# Mardel Quick Cure Treatment for Ich a Question?



## JohnnyAppleSnail (May 30, 2010)

Hello! I just purchased some Mardel Quick Cure to treat some Ich, I used to use the AP Quick Cure which is no longer being made since Fritz Aquatics is now manufacturing Mardel brands and a few Aquarium Products lines (Including Quick Cure which is now under Mardels Name). What has got Me VERY Confused is Mardel Quick Cure and the Past AP Quick Cure have the same ingredients: Formalin and Malachite Green. Now here's the kicker, the Mardel brand says to use "2" drops per gallon and "1" drop per gallon for sensitive Fishes such as Tetras, etc., Now anyone here that has used AP Quick Cure in the Past (Which have been many) knows that the Directions say to use "1" drop per gallon and "1" drop per 2 gallons for tetras,sensitive fish. etc.
Now we're talking same Formula's for both?
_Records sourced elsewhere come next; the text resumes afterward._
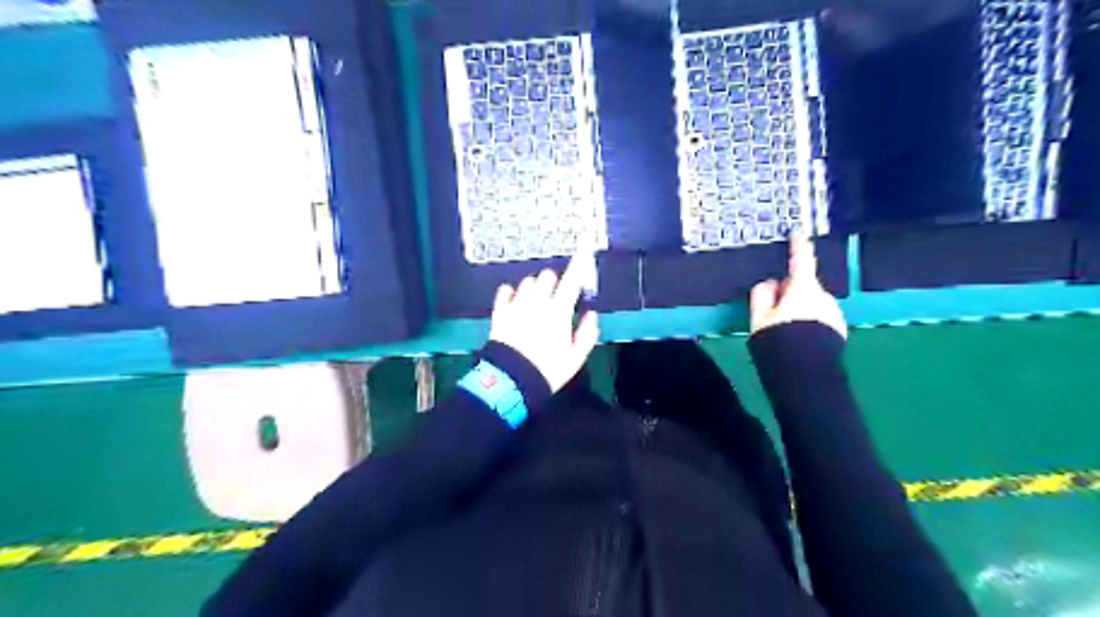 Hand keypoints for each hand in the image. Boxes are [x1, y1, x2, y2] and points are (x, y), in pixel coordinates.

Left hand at [490, 252, 599, 389]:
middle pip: (548, 275)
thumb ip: (587, 332)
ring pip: (527, 281)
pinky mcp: (500, 312)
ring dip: (535, 287)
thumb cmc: (548, 370)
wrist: (512, 381)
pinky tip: (515, 301)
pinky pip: (505, 291)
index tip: (586, 246)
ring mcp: (516, 305)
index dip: (581, 261)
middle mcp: (537, 302)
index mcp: (559, 311)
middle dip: (555, 282)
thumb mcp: (576, 357)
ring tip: (536, 302)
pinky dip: (511, 292)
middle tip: (557, 297)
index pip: (572, 279)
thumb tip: (590, 314)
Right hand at [752, 234, 844, 339]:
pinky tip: (800, 339)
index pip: (801, 262)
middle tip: (772, 310)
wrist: (805, 375)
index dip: (798, 247)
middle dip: (791, 292)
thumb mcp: (759, 318)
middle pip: (805, 287)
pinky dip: (810, 322)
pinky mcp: (839, 330)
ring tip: (785, 331)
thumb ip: (762, 295)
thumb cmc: (778, 342)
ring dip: (800, 309)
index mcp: (803, 291)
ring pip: (813, 304)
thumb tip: (771, 284)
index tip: (798, 234)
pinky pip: (820, 318)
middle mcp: (824, 298)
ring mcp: (834, 314) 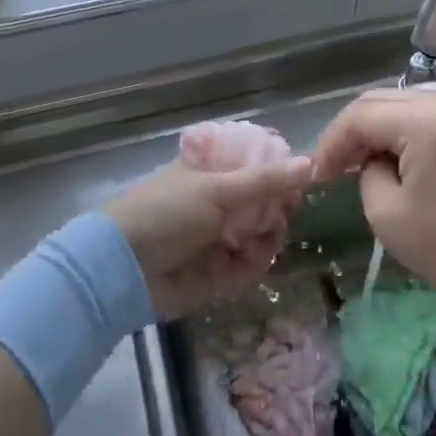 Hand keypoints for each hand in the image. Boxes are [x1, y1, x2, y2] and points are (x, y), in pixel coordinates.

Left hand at [106, 156, 312, 318]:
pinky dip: (254, 263)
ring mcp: (219, 238)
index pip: (254, 165)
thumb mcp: (217, 190)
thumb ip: (265, 180)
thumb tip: (310, 162)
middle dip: (277, 208)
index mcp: (210, 173)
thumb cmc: (167, 214)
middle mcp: (218, 203)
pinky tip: (247, 260)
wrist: (125, 270)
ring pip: (263, 234)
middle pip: (265, 202)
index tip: (299, 177)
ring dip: (267, 236)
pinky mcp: (220, 273)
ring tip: (261, 238)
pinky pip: (252, 265)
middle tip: (284, 211)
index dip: (277, 171)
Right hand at [309, 85, 435, 311]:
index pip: (360, 116)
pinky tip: (396, 153)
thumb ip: (367, 173)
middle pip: (380, 100)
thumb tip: (373, 160)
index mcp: (426, 122)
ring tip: (362, 159)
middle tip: (333, 166)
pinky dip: (403, 126)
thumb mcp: (388, 215)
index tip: (318, 175)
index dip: (332, 142)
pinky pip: (428, 111)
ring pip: (403, 101)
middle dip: (351, 131)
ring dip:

So I ask why the difference in Dose instructions? I'm very hesitant to try 2 drops per gallon and I may caution on the safe side and just go the 1 drop per 2 gallons, I just finished using up some old stock AP Quick Cure but it was not enough to finish My Ich Cure Regimen....What do People here think about this? Why the discrepancy in dosages, and how would You dose with this product?
Thanks for any suggestions!


----------



## Shrimpette (Feb 17, 2015)

Can you tell if they are the same strengths? Perhaps the Mardell has been "watered down"?


----------



## JohnnyAppleSnail (May 30, 2010)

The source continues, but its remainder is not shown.